Me reaching for (or from?) a crimp while cleaning Brown-Eyed Girl for my party (Bailey snapped this beautiful action shot)

Count your moves

This one can be made into a fun game: count how many moves it takes you to complete a crux sequence and compare with taller climbers.

Comparison of hip height

This one is usually a shocker for people, and it helps to explain one of the sneakier nemeses of short climbers: being forced to smear because the good feet are out of reach. Lack of reach when going for handholds is often blamed for the difficulties of a smaller stature, even by short climbers themselves. However, I’ve noticed that finding feet is often just as difficult, if not more so.

To explain this phenomenon to a taller climber (or even to yourself), stand next to a climber who is taller than you and compare your hip-height. The height at which your pelvis lies on a vertical axis limits how high on the wall you can put your feet. This is, at least partially, why short climbers benefit so much from physical flexibility and from beta creativity.

“Can we hang/clip the draw from the same stance?”

This one is an excellent visual that, I’ve found, is fairly easy for anyone to understand. Complete the same climb with a large group of people and compare your clipping stances. Often, these stances will be entirely different as a function of physical stature, especially as you and your friends venture into more difficult sport routes.

Hanging the draws and clipping them both highlight very specific moments in a route, allowing for a comparison of precise beta snapshots rather than attempting to compare the lengthier experience of completing a whole route.

Tomo clipping

Conclusions

Of course, none of these listed strategies are excuses, or even limitations. With enough hard work, creativity, and physical strength, climbers of any stature can achieve even their loftiest goals.
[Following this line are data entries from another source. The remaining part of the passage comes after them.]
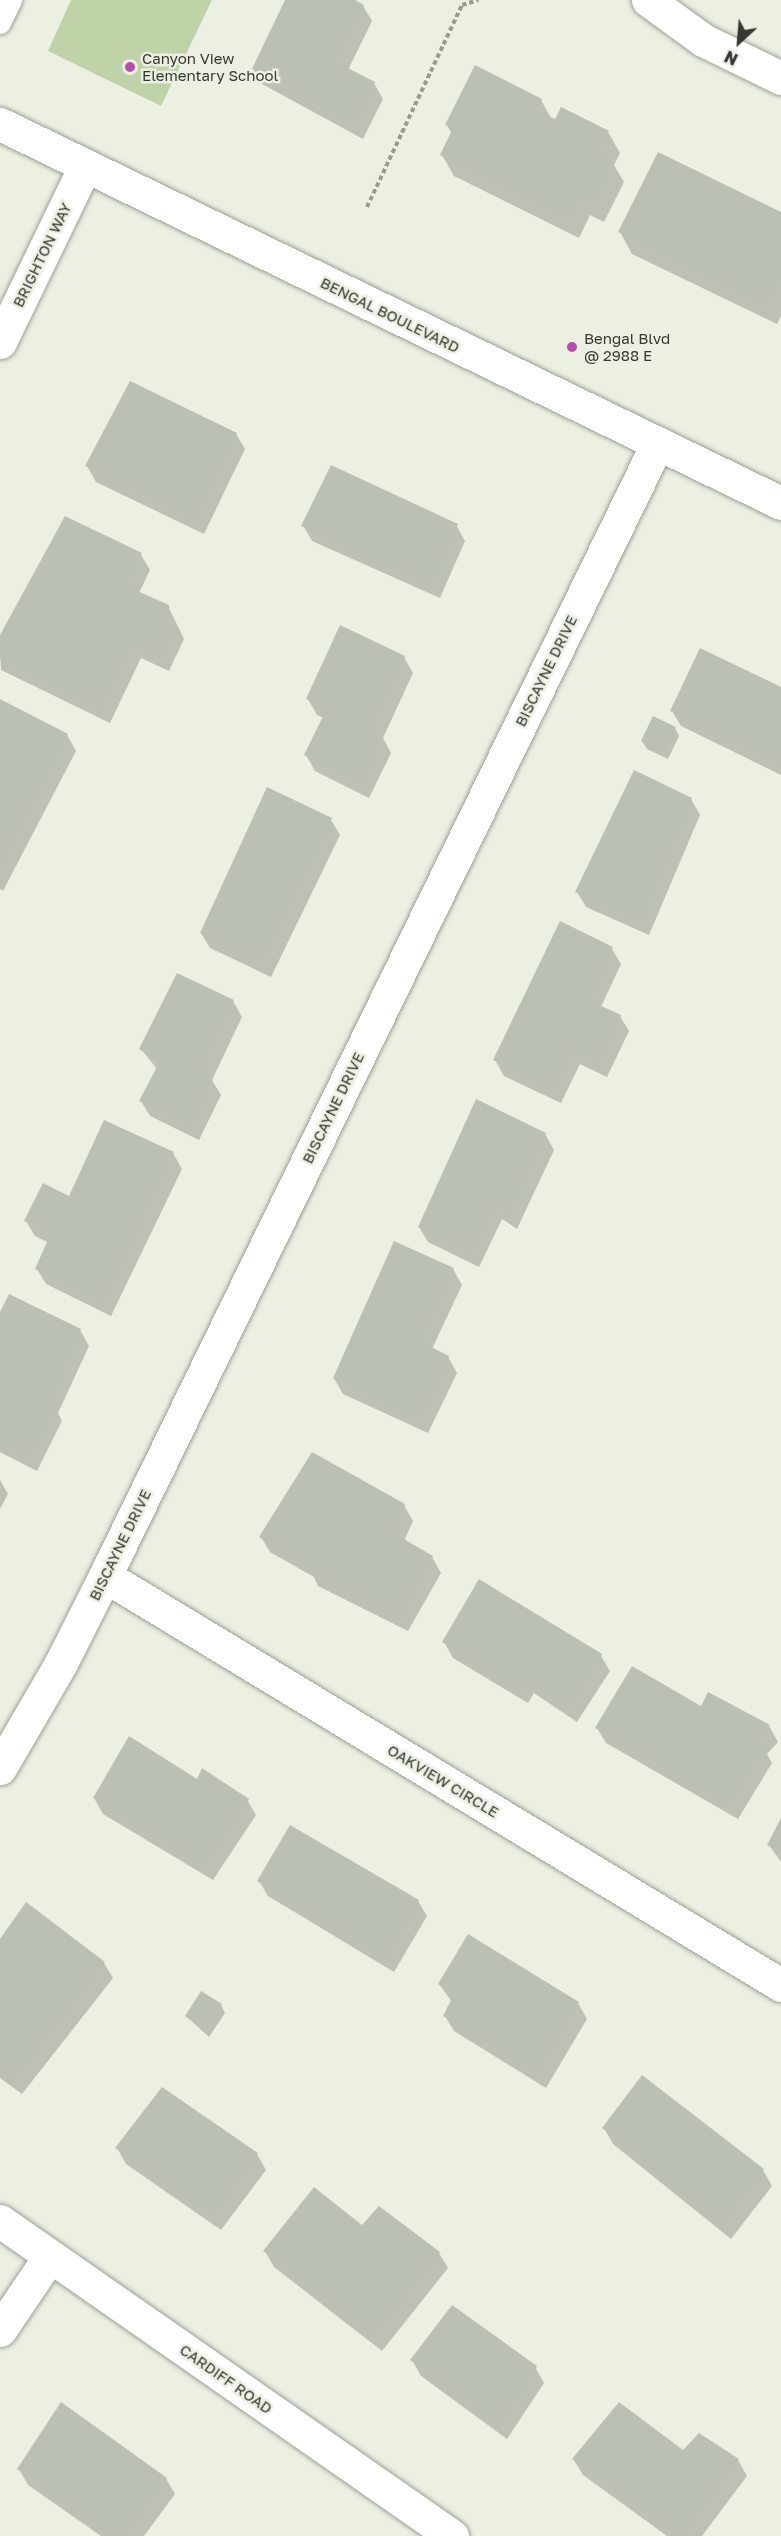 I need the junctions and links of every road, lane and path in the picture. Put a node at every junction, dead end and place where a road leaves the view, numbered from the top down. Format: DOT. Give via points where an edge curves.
graph roads {
  1 [pos="11,0"];
  2 [pos="478,0"];
  3 [pos="648,0"];
  4 [pos="0,23"];
  5 [pos="781,78"];
  6 [pos="0,124"];
  7 [pos="84,168"];
  8 [pos="368,207"];
  9 [pos="0,342"];
  10 [pos="657,444"];
  11 [pos="781,503"];
  12 [pos="105,1576"];
  13 [pos="0,1768"];
  14 [pos="781,1985"];
  15 [pos="0,2221"];
  16 [pos="50,2256"];
  17 [pos="0,2330"];
  18 [pos="452,2536"];
  1 -- 4 [label="lane"];
  2 -- 8 [label="path" via="462,5"];
  3 -- 5 [label="street" via="703,40"];
  6 -- 7 [label="street, BENGAL BOULEVARD"];
  7 -- 9 [label="street, BRIGHTON WAY"];
  7 -- 10 [label="street, BENGAL BOULEVARD"];
  10 -- 11 [label="street, BENGAL BOULEVARD"];
  10 -- 12 [label="street, BISCAYNE DRIVE"];
  12 -- 13 [label="street, BISCAYNE DRIVE" via="61,1663"];
  12 -- 14 [label="street, OAKVIEW CIRCLE"];
  15 -- 16 [label="street, CARDIFF ROAD"];
  16 -- 17 [label="street"];
  16 -- 18 [label="street, CARDIFF ROAD"];
}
However, it can be exhausting to prove that all of that hard work is really necessary and that you can’t “just reach the jug.”

Hopefully, this guide can provide my shorter readers with some simple, non-dramatic methods for requesting deeper empathy from your climbing partners, as well as helping you understand your own body type better.

For my taller readers: we’re aware that your height is not a get-out-of-jail-free card and that you have to be super strong, too. We have no envy of your experience with sit starts and small boxes, we love you, and may your back and forearms be huge.

Be well everyone, and no matter what, love your body at the end of the day. It does so much for you!